Ela é uma excelente fonte de gordura, já que possui, no mínimo 80% (m/m) de lipídeos, sendo rica também em vitaminas lipossolúveis, especialmente vitaminas A, E e K. Entretanto, não é considerada uma fonte relevante de proteínas e carboidratos.

Por milhares de anos, a manteiga fez parte da alimentação humana, todavia em um período mais recente da história, os seus benefícios para a saúde humana foram colocados em xeque. Dessa forma, nos últimos 60 anos, a manteiga perdeu adeptos em todo o mundo. Mas, aos poucos esse cenário vem mudando e seu consumo vem crescendo novamente na maioria dos países.

A manteiga faz mal para a saúde?

Na história recente, existe uma crença de que o consumo de manteiga é prejudicial à saúde. Isso provavelmente surgiu em decorrência de um estudo realizado, na década de 1950, por um médico fisiologista, Ancel Keys, da University of Minnesota. Em seu estudo, realizado logo após o pós-guerra, com alguns países, foi concluído precipitadamente que uma dieta rica em gordura ocasionava mortalidade por doenças cardiovasculares.
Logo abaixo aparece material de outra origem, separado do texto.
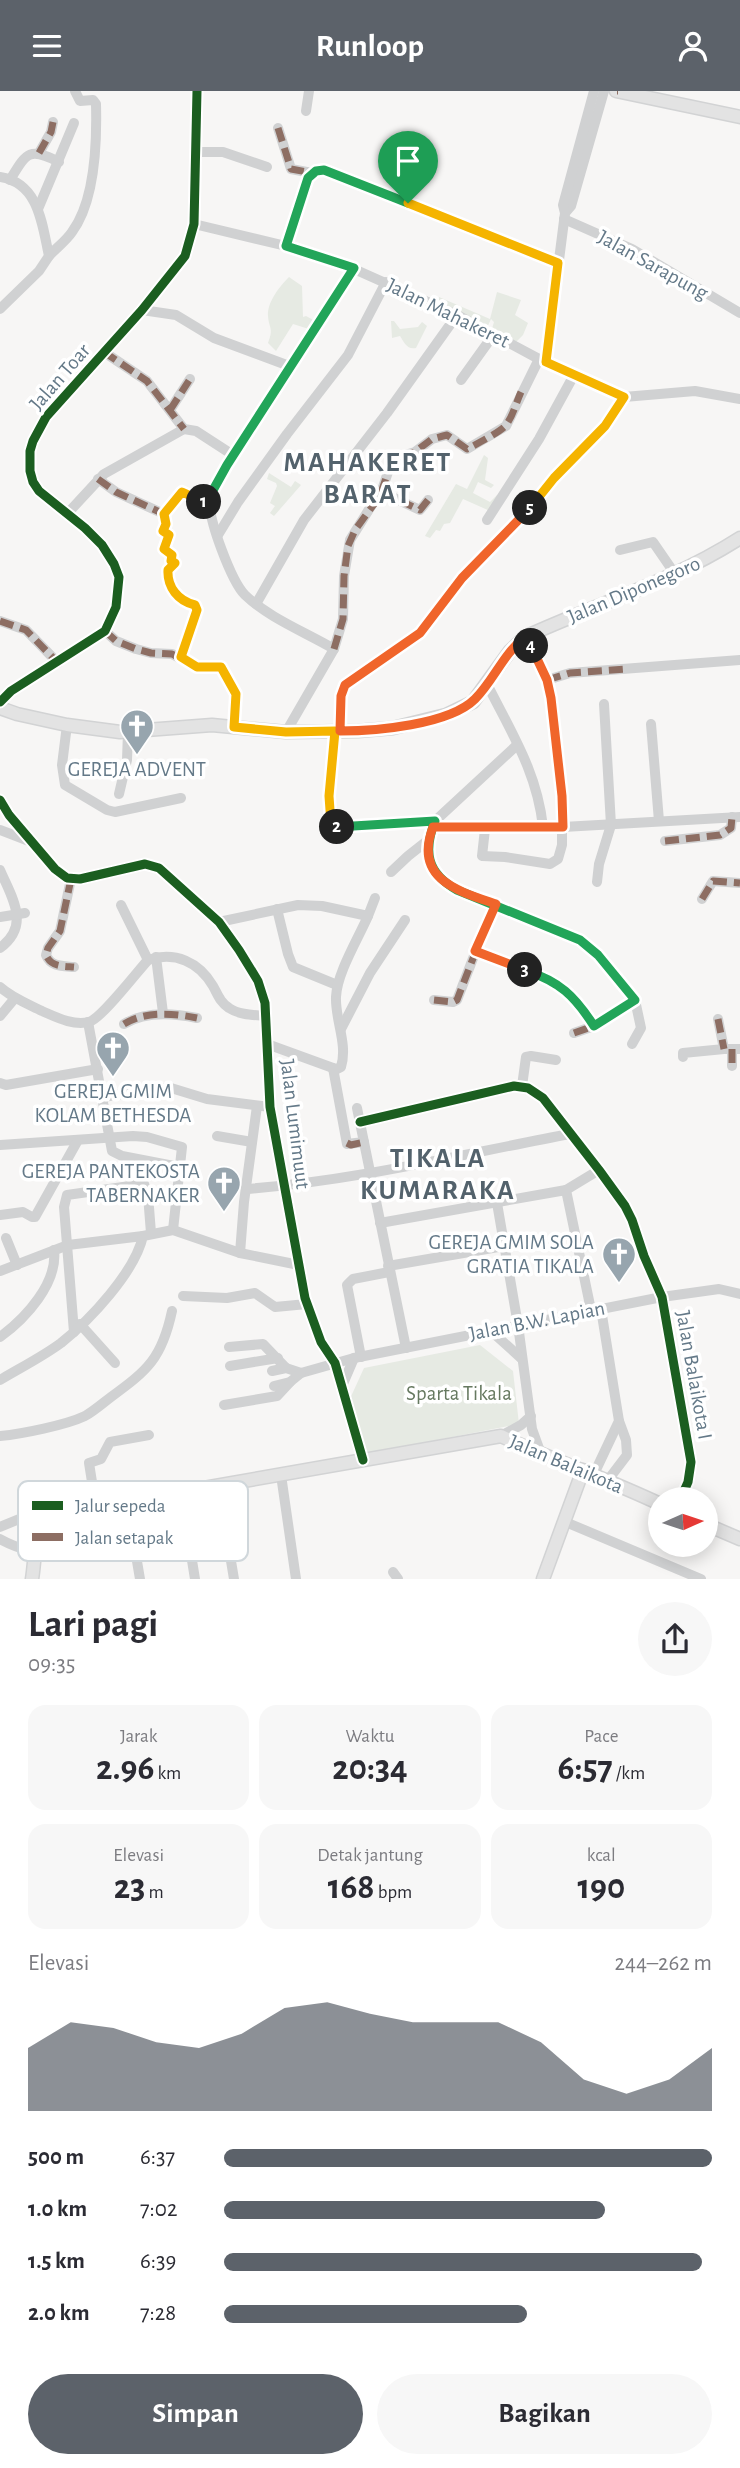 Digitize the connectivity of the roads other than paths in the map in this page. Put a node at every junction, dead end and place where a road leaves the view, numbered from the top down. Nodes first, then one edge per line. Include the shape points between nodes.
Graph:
1 (75, 91) edge
2 (197, 91) edge
3 (309, 91) edge
4 (624, 91) edge
5 (598, 95) edge
6 (306, 111) dead end
7 (740, 115) edge
8 (53, 122) dead end
9 (74, 123) dead end
10 (278, 128) dead end
11 (196, 152) junction
12 (39, 153) junction
13 (60, 162) junction
14 (267, 167) dead end
15 (312, 173) junction
16 (5, 178) edge
17 (38, 209) junction
18 (564, 216) junction
19 (194, 224) junction
20 (286, 246) junction
21 (49, 256) junction
22 (558, 263) junction
23 (354, 268) junction
24 (386, 282) junction
25 (0, 309) edge
26 (142, 310) junction
27 (740, 313) edge
28 (457, 315) junction
29 (494, 334) junction
30 (104, 352) junction
31 (542, 361) junction
32 (292, 367) junction
33 (574, 375) junction
34 (190, 379) dead end
35 (461, 380) dead end
36 (624, 397) junction
37 (740, 399) edge
38 (170, 409) junction
39 (184, 429) junction
40 (233, 455) junction
41 (98, 479) junction
42 (380, 496) junction
43 (428, 500) dead end
44 (210, 505) junction
45 (67, 514) junction
46 (164, 514) junction
47 (487, 520) dead end
48 (218, 535) junction
49 (740, 538) edge
50 (734, 548) edge
51 (620, 550) dead end
52 (675, 574) junction
53 (256, 604) junction
54 (0, 621) edge
55 (105, 631) junction
56 (525, 637) junction
57 (334, 649) junction
58 (181, 657) junction
59 (740, 660) edge
60 (58, 663) junction
61 (547, 680) junction
62 (487, 684) junction
63 (0, 702) edge
64 (604, 704) dead end
65 (0, 708) edge
66 (651, 724) dead end
67 (67, 725) junction
68 (234, 727) junction
69 (337, 731) junction
70 (128, 732) junction
71 (286, 732) junction
72 (517, 745) junction
73 (119, 795) dead end
74 (181, 798) dead end
75 (0, 800) edge
76 (736, 817) edge
77 (659, 821) junction
78 (434, 824) junction
79 (611, 825) junction
80 (543, 827) junction
81 (563, 827) junction
82 (485, 829) junction
83 (0, 830) edge
84 (427, 841) junction
85 (665, 841) dead end
86 (31, 842) junction
87 (0, 870) edge
88 (391, 873) dead end
89 (71, 879) junction
90 (597, 882) dead end
91 (740, 883) edge
92 (375, 898) dead end
93 (702, 899) dead end
94 (496, 904) junction
95 (121, 905) dead end
96 (278, 909) junction
97 (21, 914) junction
98 (368, 916) junction
99 (0, 917) edge
100 (405, 920) dead end
101 (219, 922) junction
102 (0, 948) edge
103 (475, 951) junction
104 (152, 959) junction
105 (74, 967) dead end
106 (337, 985) junction
107 (0, 987) edge
108 (15, 997) junction
109 (434, 1000) dead end
110 (635, 1000) junction
111 (163, 1013) junction
112 (0, 1016) edge
113 (266, 1016) junction
114 (197, 1018) dead end
115 (718, 1019) dead end
116 (88, 1022) junction
117 (124, 1024) dead end
118 (594, 1026) junction
119 (341, 1029) junction
120 (574, 1033) dead end
121 (267, 1044) junction
122 (632, 1044) dead end
123 (732, 1049) edge
124 (683, 1057) dead end
125 (556, 1060) dead end
126 (732, 1066) dead end
127 (333, 1068) junction
128 (98, 1069) junction
129 (0, 1083) edge
130 (522, 1086) junction
131 (103, 1097) junction
132 (257, 1106) junction
133 (270, 1107) junction
134 (357, 1108) dead end
135 (360, 1122) junction
136 (570, 1134) junction
137 (217, 1136) dead end
138 (110, 1137) junction
139 (78, 1140) junction
140 (252, 1142) junction
141 (364, 1142) junction
142 (0, 1145) edge
143 (179, 1167) junction
144 (599, 1170) junction
145 (371, 1172) junction
146 (284, 1186) junction
147 (246, 1189) junction
148 (566, 1190) junction
149 (497, 1203) junction
150 (0, 1215) edge
151 (380, 1223) junction
152 (173, 1230) junction
153 (147, 1234) junction
154 (6, 1238) dead end
155 (68, 1245) junction
156 (504, 1246) junction
157 (54, 1250) junction
158 (240, 1253) junction
159 (17, 1265) junction
160 (299, 1265) junction
161 (388, 1269) junction
162 (0, 1271) edge
163 (740, 1294) edge
164 (183, 1296) dead end
165 (662, 1297) junction
166 (307, 1304) junction
167 (596, 1310) junction
168 (172, 1311) dead end
169 (518, 1325) junction
170 (77, 1328) junction
171 (490, 1330) junction
172 (0, 1336) edge
173 (229, 1347) dead end
174 (406, 1348) junction
175 (358, 1357) junction
176 (278, 1358) junction
177 (522, 1359) junction
178 (115, 1363) dead end
179 (335, 1363) junction
180 (230, 1366) dead end
181 (286, 1368) junction
182 (272, 1371) dead end
183 (301, 1373) junction
184 (0, 1380) edge
185 (290, 1383) junction
186 (274, 1386) dead end
187 (342, 1386) junction
188 (224, 1405) dead end
189 (531, 1416) junction
190 (619, 1421) junction
191 (149, 1435) dead end
192 (0, 1436) edge
193 (500, 1436) junction
194 (541, 1455) junction
195 (363, 1460) junction
196 (588, 1472) junction
197 (281, 1475) junction
198 (608, 1480) junction
199 (92, 1481) edge
200 (246, 1481) edge
201 (686, 1487) edge
202 (648, 1498) edge
203 (18, 1520) edge
204 (563, 1521) junction
205 (0, 1527) edge
206 (718, 1530) edge
207 (0, 1539) edge
208 (740, 1539) edge
209 (18, 1546) edge
210 (35, 1561) edge
211 (137, 1561) edge
212 (192, 1561) edge
213 (231, 1561) edge
214 (32, 1579) edge
215 (140, 1579) edge
216 (195, 1579) edge
217 (234, 1579) edge
218 (296, 1579) edge
219 (543, 1579) edge
220 (701, 1579) edge

1 - 21 street via 80,101 96,104 96,152 77,222 71,235
2 - 11 street, Jalan Toar
3 - 6 street
4 - 7 main road
5 - 18 street via 563,205
8 - 12 street
9 - 13 street
10 - 15 street via 291,169
11 - 14 street via 223,152
11 - 19 street, Jalan Toar
12 - 13 street
12 - 16 street via 26,155
13 - 17 street
15 - 20 street
15 - 22 street via 333,172
16 - 17 street via 27,190
17 - 21 street
18 - 22 street
18 - 27 street, Jalan Sarapung via 632,249
19 - 20 street, Jalan Mahakeret
19 - 26 street, Jalan Toar via 186,256
20 - 23 street, Jalan Mahakeret
21 - 25 street
22 - 31 street
23 - 24 street, Jalan Mahakeret
23 - 32 street
24 - 28 street, Jalan Mahakeret
24 - 48 street via 348,355
26 - 30 street, Jalan Toar
26 - 32 street via 176,316 214,338
28 - 29 street, Jalan Mahakeret
28 - 53 street via 304,520
29 - 31 street, Jalan Mahakeret
29 - 35 street
30 - 38 street via 147,380
30 - 45 street, Jalan Toar via 46,417 30,451 33,482 43,497
31 - 33 street, Jalan Mahakeret
31 - 42 street via 506,426 467,449 447,435 403,455 388,472
32 - 40 street
33 - 36 street, Jalan Mahakeret
33 - 47 street via 540,439
34 - 38 street
36 - 37 street, Jalan Mahakeret via 695,391
36 - 69 street via 605,426 462,578 420,633 345,685
38 - 39 street
39 - 40 street
39 - 41 street
40 - 44 street via 212,492
41 - 45 street
41 - 46 street
42 - 43 street via 420,510
42 - 57 street via 348,546 344,610
44 - 46 street via 182,492
44 - 48 street
45 - 55 street, Jalan Toar via 102,545 119,577 116,607
46 - 58 street via 163,531 169,535 164,549 175,563 168,570 170,587 197,610
48 - 53 street via 238,585
49 - 50 main road, Jalan Diponegoro
50 - 52 main road, Jalan Diponegoro
51 - 52 street via 653,542
52 - 56 main road, Jalan Diponegoro
53 - 57 street
54 - 60 street via 26,630
55 - 58 street via 126,646
55 - 60 street
56 - 61 street
56 - 62 main road, Jalan Diponegoro
57 - 71 street
58 - 68 street via 197,667 221,667 236,694
59 - 61 street via 570,673
60 - 63 street
61 - 81 street
62 - 69 main road, Jalan Diponegoro via 464,708 434,719 393,728
62 - 72 street
64 - 79 street
65 - 67 main road, Jalan Diponegoro
66 - 77 street
67 - 70 main road, Jalan Diponegoro
67 - 74 street via 63,776 74,792 115,812
68 - 70 main road, Jalan Diponegoro via 198,725
68 - 71 main road, Jalan Diponegoro
69 - 71 main road, Jalan Diponegoro
69 - 78 street via 329,796 332,826
70 - 73 street
72 - 78 street
72 - 80 street via 534,779
75 - 86 street
76 - 77 street
76 - 85 street via 731,828 720,835
77 - 79 street
78 - 82 street
78 - 84 street
79 - 81 street
79 - 90 street
80 - 81 street
80 - 82 street
81 - 82 street via 560,854 550,864 482,856
83 - 86 street
84 - 88 street
84 - 94 street via 440,880
86 - 89 street via 55,869
87 - 97 street
89 - 101 street, Jalan Lumimuut via 152,865
89 - 105 street via 60,931 46,955 55,965
91 - 93 street via 713,881
92 - 98 street
94 - 103 street
94 - 110 street via 589,946
95 - 104 street
96 - 98 street via 314,905
96 - 101 street
96 - 106 street via 293,967
97 - 99 street
97 - 102 street via 14,933
98 - 106 street
100 - 119 street
101 - 113 street, Jalan Lumimuut via 258,981
103 - 109 street via 457,1000
103 - 118 street via 554,982 575,999
104 - 111 street
104 - 113 street via 186,960 207,978 228,1008
104 - 116 street
106 - 119 street
107 - 108 street
108 - 112 street
108 - 116 street via 67,1021
110 - 118 street
110 - 122 street via 641,1028
111 - 114 street
111 - 117 street
113 - 121 street, Jalan Lumimuut
115 - 123 street
116 - 128 street
118 - 120 street
119 - 127 street via 343,1064
121 - 127 street
121 - 133 street, Jalan Lumimuut
123 - 124 street via 682,1053
123 - 126 street
125 - 130 street via 525,1059
127 - 141 street via 347,1145
128 - 129 street
128 - 131 street
130 - 135 street
130 - 136 street, Jalan Balaikota I via 543,1098
131 - 132 street via 171,1088
131 - 138 street
132 - 133 street
132 - 140 street
133 - 146 street, Jalan Lumimuut
134 - 135 street
135 - 141 street
136 - 144 street, Jalan Balaikota I
136 - 145 street
137 - 140 street
138 - 139 street
138 - 143 street via 116,1154
138 - 143 street via 147,1137 182,1147
139 - 142 street
139 - 150 street via 35,1217 23,1212
140 - 147 street
141 - 145 street
143 - 152 street
144 - 148 street
144 - 165 street, Jalan Balaikota I via 632,1220
145 - 146 street
145 - 151 street
146 - 147 street
146 - 160 street, Jalan Lumimuut
147 - 158 street
148 - 149 street
148 - 167 street
149 - 151 street
149 - 156 street
151 - 161 street
152 - 153 street
152 - 158 street
153 - 155 street
153 - 155 street via 144,1184 79,1192 66,1195
153 - 170 street via 116,1287
154 - 159 street
155 - 157 street
155 - 170 street
156 - 161 street
156 - 169 street
157 - 159 street
157 - 172 street via 54,1270 48,1282 25,1314
158 - 160 street
159 - 162 street
160 - 166 street, Jalan Lumimuut
161 - 174 street
161 - 175 street via 347,1285
163 - 165 street, Jalan B.W. Lapian via 719,1289
164 - 166 street via 256,1293 275,1307
165 - 167 street, Jalan B.W. Lapian
165 - 201 street, Jalan Balaikota I via 691,1462
166 - 179 street, Jalan Lumimuut via 321,1342
167 - 169 street, Jalan B.W. Lapian
167 - 190 street
168 - 192 street via 168,1331 148,1368 85,1416
169 - 171 street, Jalan B.W. Lapian
169 - 177 street
170 - 178 street
170 - 184 street via 47,1353
171 - 174 street, Jalan B.W. Lapian
171 - 177 street
173 - 176 street via 263,1344
174 - 175 street, Jalan B.W. Lapian
175 - 179 street, Jalan B.W. Lapian
175 - 187 street
176 - 180 street
176 - 181 street
177 - 189 street
179 - 183 street, Jalan B.W. Lapian
179 - 187 street
181 - 182 street
181 - 183 street
183 - 185 street
185 - 186 street
185 - 188 street via 277,1397
187 - 195 street
189 - 193 street
189 - 194 street
190 - 196 street
190 - 198 street via 627,1455
191 - 199 street via 110,1442 101,1459 89,1463
193 - 194 main road, Jalan Balaikota
193 - 195 main road, Jalan Balaikota
194 - 196 main road, Jalan Balaikota
195 - 197 main road, Jalan Balaikota
196 - 198 main road, Jalan Balaikota
196 - 204 main road
197 - 200 main road, Jalan Balaikota
197 - 218 street
198 - 202 main road, Jalan Balaikota
203 - 205 street
204 - 219 main road
204 - 220 street
206 - 208 main road
207 - 209 street
210 - 214 main road
211 - 215 street
212 - 216 street
213 - 217 street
De acordo com informações datadas em 1957 e feitas por Jacob Yerushalmy, um bioestatístico, Keys tinha disponível dados de 20 países. No entanto, ele usou apenas informações de 7 países (EUA, Canadá, Japão, Itália, Austrália, Inglaterra e País de Gales).

Dados de países, como França, Holanda, Suíça, Noruega, Dinamarca, Suécia, Alemanha Ocidental, em que a população ingeria cerca de 30-40% das calorias advindas de gordura e em que as taxas de ataques cardíacos eram metade dos EUA, foram ignorados.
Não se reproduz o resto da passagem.